A new study by the Rand Institute finds that this initiative failed. The Gates Foundation spent $575 million to implement this policy and it produced nothing, other than to discourage teachers from working with the neediest students.

Matt Barnum of Chalkbeat reports:

“Barack Obama’s 2012 State of the Union address reflected the heady moment in education. “We know a good teacher can increase the lifetime income of a classroom by over $250,000,” he said. “A great teacher can offer an escape from poverty to the child who dreams beyond his circumstance.”

“Bad teachers were the problem; good teachers were the solution. It was a simplified binary, but the idea and the research it drew on had spurred policy changes across the country, including a spate of laws establishing new evaluation systems designed to reward top teachers and help weed out low performers.

“Behind that effort was the Bill and Melinda Gates Foundation, which backed research and advocacy that ultimately shaped these changes.

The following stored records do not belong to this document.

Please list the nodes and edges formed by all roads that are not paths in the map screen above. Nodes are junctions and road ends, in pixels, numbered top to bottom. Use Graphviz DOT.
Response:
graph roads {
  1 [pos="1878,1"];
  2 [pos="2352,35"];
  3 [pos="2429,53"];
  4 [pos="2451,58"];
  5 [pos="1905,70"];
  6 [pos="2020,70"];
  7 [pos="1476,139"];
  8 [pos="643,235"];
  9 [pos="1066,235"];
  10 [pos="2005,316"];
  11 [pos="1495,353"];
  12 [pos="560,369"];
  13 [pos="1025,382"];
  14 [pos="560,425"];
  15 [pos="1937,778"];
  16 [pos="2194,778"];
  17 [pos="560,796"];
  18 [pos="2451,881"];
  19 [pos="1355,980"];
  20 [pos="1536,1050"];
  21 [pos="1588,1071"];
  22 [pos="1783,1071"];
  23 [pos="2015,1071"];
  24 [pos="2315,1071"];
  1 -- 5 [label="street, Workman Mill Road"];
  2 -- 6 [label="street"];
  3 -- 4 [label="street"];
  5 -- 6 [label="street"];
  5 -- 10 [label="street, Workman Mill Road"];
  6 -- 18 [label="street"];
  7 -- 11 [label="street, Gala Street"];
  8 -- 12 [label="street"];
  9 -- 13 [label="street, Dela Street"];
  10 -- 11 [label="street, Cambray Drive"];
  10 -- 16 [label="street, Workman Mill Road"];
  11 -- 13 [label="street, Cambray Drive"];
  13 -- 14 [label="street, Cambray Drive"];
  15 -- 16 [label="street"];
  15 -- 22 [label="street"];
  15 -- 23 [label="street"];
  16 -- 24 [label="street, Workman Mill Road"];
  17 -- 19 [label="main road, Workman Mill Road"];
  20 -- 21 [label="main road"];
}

“It also funded the efforts themselves, specifically in several large school districts and charter networks open to changing how teachers were hired, trained, evaluated, and paid. Now, new research commissioned by the Gates Foundation finds scant evidence that those changes accomplished what they were meant to: improve teacher quality or boost student learning.

“The 500-plus page report by the Rand Corporation, released Thursday, details the political and technical challenges of putting complex new systems in place and the steep cost — $575 million — of doing so.

“The post-mortem will likely serve as validation to the foundation’s critics, who have long complained about Gates’ heavy influence on education policy and what they call its top-down approach.

“The report also comes as the foundation has shifted its priorities away from teacher evaluation and toward other issues, including improving curriculum.“

In 2012,Melinda Gates claimed on the PBS Newshour that the Gates Foundation already had the knowledge to assure that there was an effective teacher in every classroom. She believed it. It wasn’t true.

Does the Gates Foundation ever learn or does it just break dishes and move on?